A density-watershed algorithm (DWA) method for robust, accurate and automatic classification of dual-fluorescence and four-cluster droplet digital PCR data
Xiurui Zhu, Shisheng Su, Mingzhu Fu, Zhiyong Peng, Dong Wang, Xiao Rui, Fang Wang, Xiaobin Liu, Baoxia Liu, Lingxiang Zhu,Wenjun Yang, Na Gao, Guoliang Huang, Gaoshan Jing and Yong Guo
Droplet digital PCR (ddPCR) is a single-molecule amplification technology with broad applications in precision medicine and clinical diagnosis. Dual-fluorescence and four-cluster ddPCR (two/four-ddPCR) assay is an effective way to quantify copy numbers. Currently, two/four-ddPCR data are usually classified with manual thresholds. For clinical applications, automatic and accurate methods are required to avoid subjectivity in diagnosis. Although there are some automatic classification algorithms, their accuracy and robustness still need to be improved to meet the needs of clinical diagnosis. Therefore, a new method is in high demand to automatically classify two/four-ddPCR data in an accurate and robust way. Here, a novel density-watershed algorithm (DWA) method was developed for the accurate, automatic and unsupervised classification of two/four-ddPCR data. First, data gridding was applied to a scatter plot of the fluorescence signal intensity to calculate data densities.
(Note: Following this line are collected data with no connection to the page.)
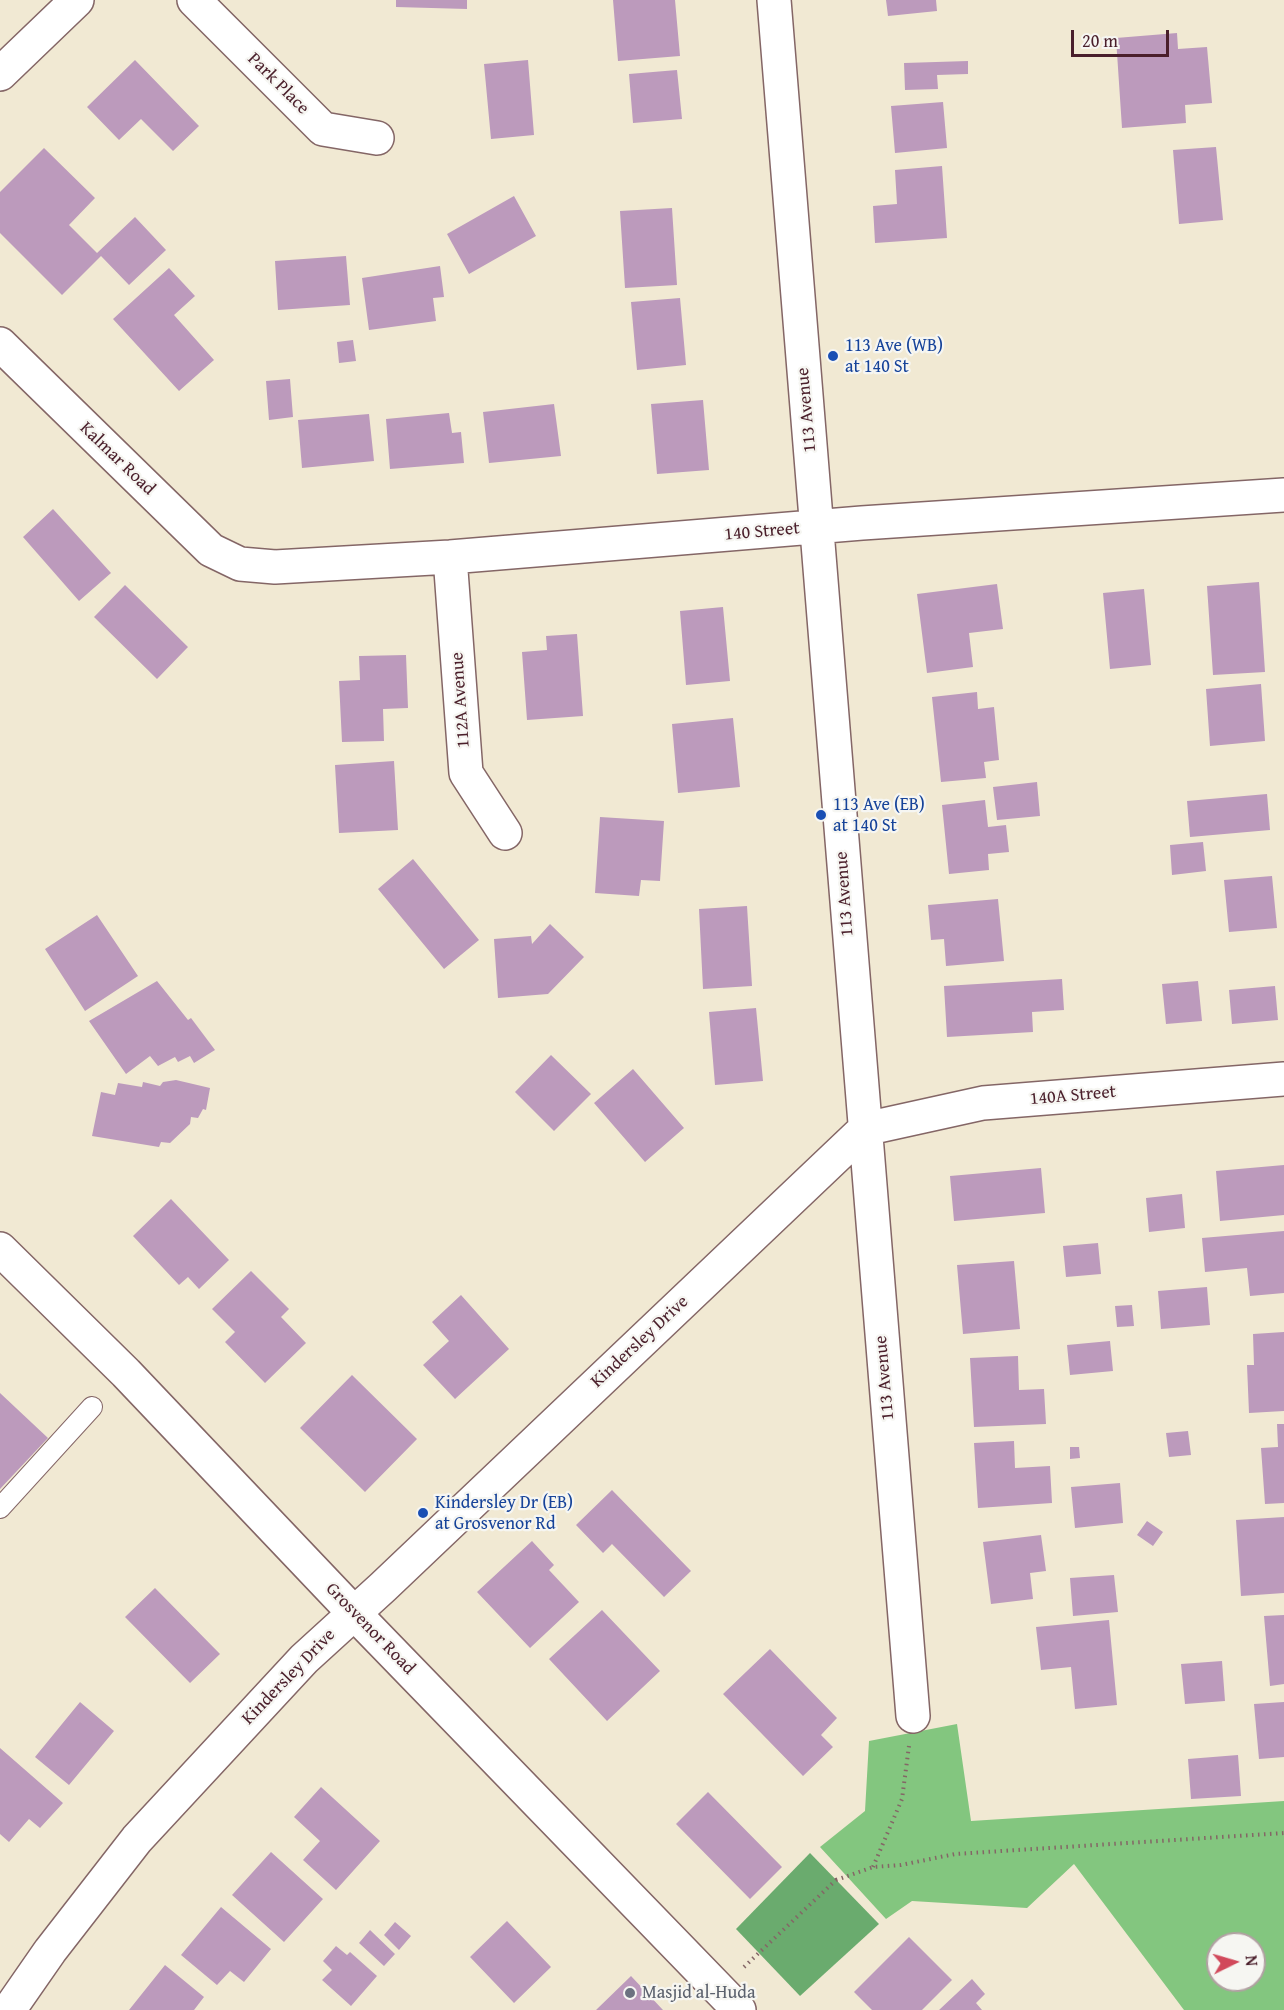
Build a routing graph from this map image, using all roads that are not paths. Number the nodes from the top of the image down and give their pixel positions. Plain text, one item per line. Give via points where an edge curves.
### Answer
1 (76, 0) edge
2 (194, 0) edge
3 (774, 0) edge
4 (0, 74) edge
5 (377, 138) dead end
6 (0, 344) edge
7 (1284, 495) edge
8 (817, 526) junction
9 (450, 557) junction
10 (240, 564) joint
11 (505, 832) dead end
12 (1284, 1079) edge
13 (865, 1129) junction
14 (0, 1249) edge
15 (92, 1407) dead end
16 (0, 1508) edge
17 (354, 1613) junction
18 (913, 1716) road end
19 (9, 2010) edge
20 (739, 2010) edge

1 - 4 street
2 - 5 street, Park Place via 323,129
3 - 8 street, 113 Avenue
6 - 10 street, Kalmar Road via 211,550
7 - 8 street, 140 Street
8 - 9 street, 140 Street
8 - 13 street, 113 Avenue
9 - 10 street, 140 Street via 275,567
9 - 11 street, 112A Avenue via 466,773
12 - 13 street, 140A Street via 983,1103
13 - 17 street, Kindersley Drive
13 - 18 street, 113 Avenue
14 - 17 street, Grosvenor Road via 126,1373
15 - 16 lane
17 - 19 street, Kindersley Drive via 304,1659 136,1839
17 - 20 street, Grosvenor Road

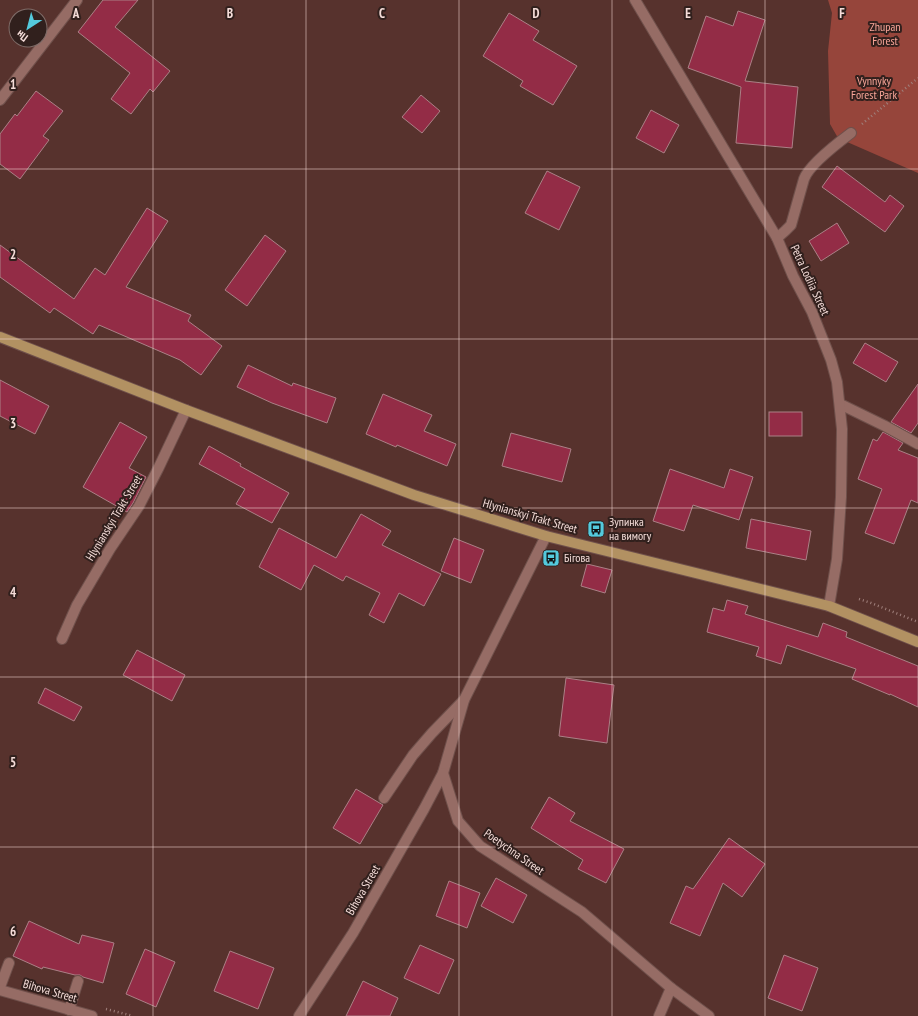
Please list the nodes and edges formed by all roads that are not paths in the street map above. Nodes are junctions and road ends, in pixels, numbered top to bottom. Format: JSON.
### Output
{"nodes":[{"id":1,"x":77,"y":0,"type":"edge"},
{"id":2,"x":635,"y":0,"type":"edge"},
{"id":3,"x":0,"y":100,"type":"edge"},
{"id":4,"x":851,"y":133,"type":"road end"},
{"id":5,"x":777,"y":238,"type":"junction"},
{"id":6,"x":0,"y":337,"type":"edge"},
{"id":7,"x":840,"y":404,"type":"junction"},
{"id":8,"x":186,"y":410,"type":"junction"},
{"id":9,"x":918,"y":444,"type":"edge"},
{"id":10,"x":546,"y":536,"type":"junction"},
{"id":11,"x":829,"y":606,"type":"junction"},
{"id":12,"x":62,"y":639,"type":"dead end"},
{"id":13,"x":918,"y":642,"type":"edge"},
{"id":14,"x":464,"y":700,"type":"junction"},
{"id":15,"x":443,"y":773,"type":"junction"},
{"id":16,"x":384,"y":798,"type":"dead end"},
{"id":17,"x":9,"y":962,"type":"dead end"},
{"id":18,"x":78,"y":981,"type":"dead end"},
{"id":19,"x":0,"y":987,"type":"edge"},
{"id":20,"x":671,"y":988,"type":"junction"},
{"id":21,"x":0,"y":990,"type":"edge"},
{"id":22,"x":69,"y":1010,"type":"junction"},
{"id":23,"x":92,"y":1016,"type":"edge"},
{"id":24,"x":299,"y":1016,"type":"edge"},
{"id":25,"x":658,"y":1016,"type":"edge"},
{"id":26,"x":708,"y":1016,"type":"edge"}],
"edges":[{"from":1,"to":3,"type":"street"},
{"from":2,"to":5,"type":"street","name":"Petra Lodiia Street"},
{"from":4,"to":5,"type":"street"},
{"from":5,"to":7,"type":"street","name":"Petra Lodiia Street"},
{"from":6,"to":8,"type":"main road","name":"Hlynianskyi Trakt Street"},
{"from":7,"to":9,"type":"street"},
{"from":7,"to":11,"type":"street","name":"Petra Lodiia Street"},
{"from":8,"to":10,"type":"main road","name":"Hlynianskyi Trakt Street"},
{"from":8,"to":12,"type":"street","name":"Hlynianskyi Trakt Street"},
{"from":10,"to":11,"type":"main road","name":"Hlynianskyi Trakt Street"},
{"from":10,"to":14,"type":"street"},
{"from":11,"to":13,"type":"main road","name":"Hlynianskyi Trakt Street"},
{"from":14,"to":15,"type":"street"},
{"from":14,"to":16,"type":"street"},
{"from":15,"to":20,"type":"street","name":"Poetychna Street"},
{"from":15,"to":24,"type":"street","name":"Bihova Street"},
{"from":17,"to":19,"type":"street"},
{"from":18,"to":22,"type":"street"},
{"from":20,"to":25,"type":"street"},
{"from":20,"to":26,"type":"street","name":"Poetychna Street"},
{"from":21,"to":22,"type":"street","name":"Bihova Street"},
{"from":22,"to":23,"type":"street","name":"Bihova Street"}]}
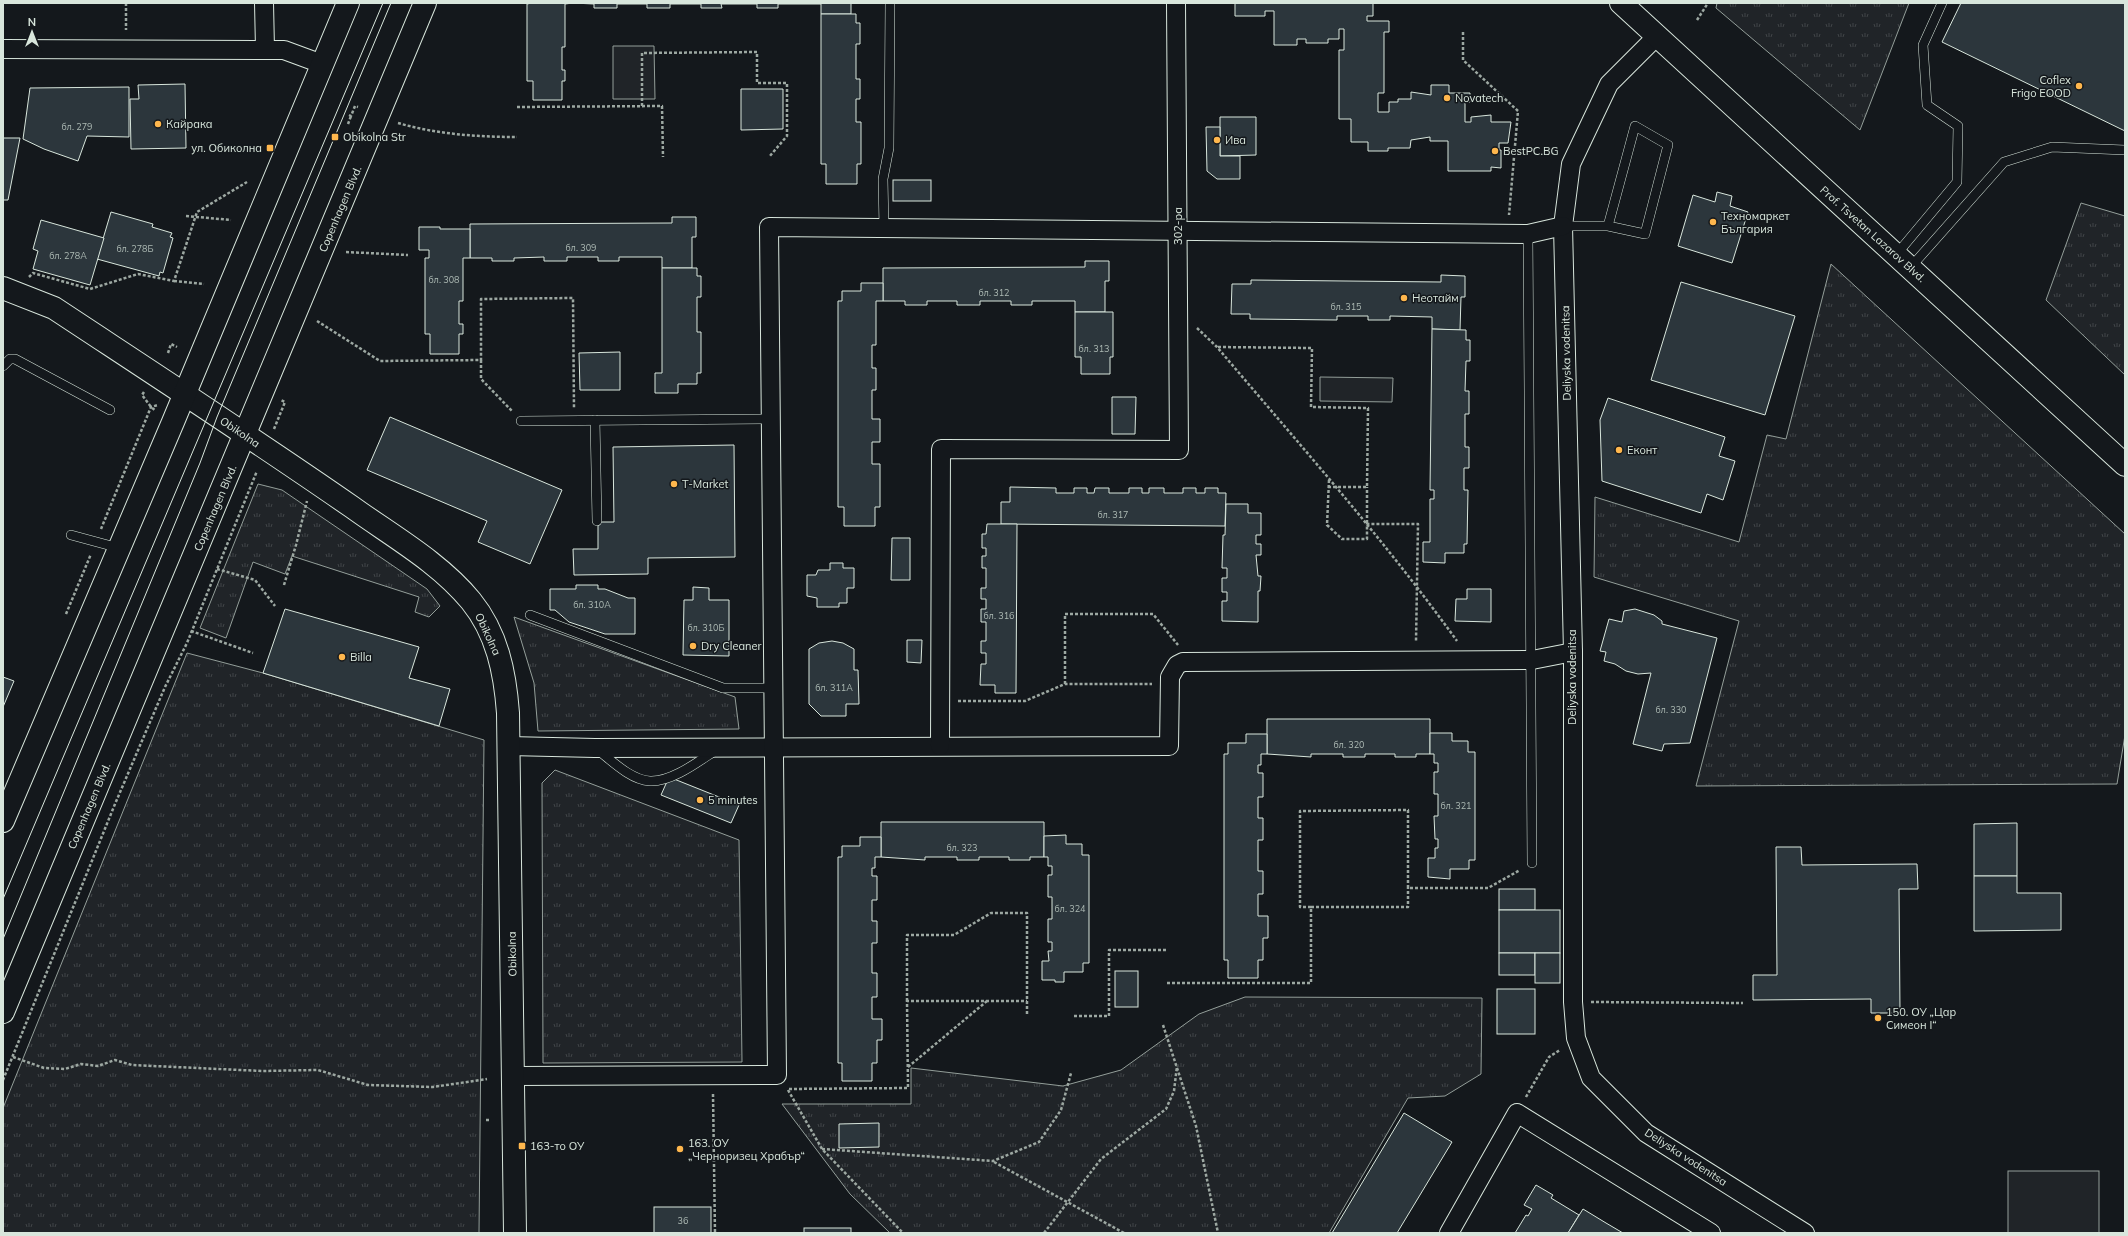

Based on the data densities, the watershed algorithm was used to divide the gridded scatter plot into isolated regions automatically. Next, an optimal cluster pattern was determined based on these isolated regions, and excess regions were merged. Finally, the two/four-ddPCR data were classified based on the merged regions, and DNA template copy numbers were calculated accordingly. Using the DWA method for the quantification of both wild types and mutants of epidermal growth factor receptor (EGFR) L858R and T790M, the classification results were highly consistent with expectations, and significantly better than commonly-used automatic algorithms for now. The computed template copy numbers scaled proportionally to the relative concentration of input templates (r2 > 0.998) in four orders of magnitude with a good reproducibility, and achieved a limit of detection over 40 times lower than the commonly-used automatic algorithms. Furthermore, the DWA method was validated on 254 clinical DNA samples derived from frozen tissues, formalin-fixed paraffin-embedded tissues and peripheral blood. In most cases, the DWA method derived accurate and valid classification results. This highly effective DWA method may be widely used for automatically classifying two/four-ddPCR data, and it will greatly promote the application of ddPCR in clinical diagnosis.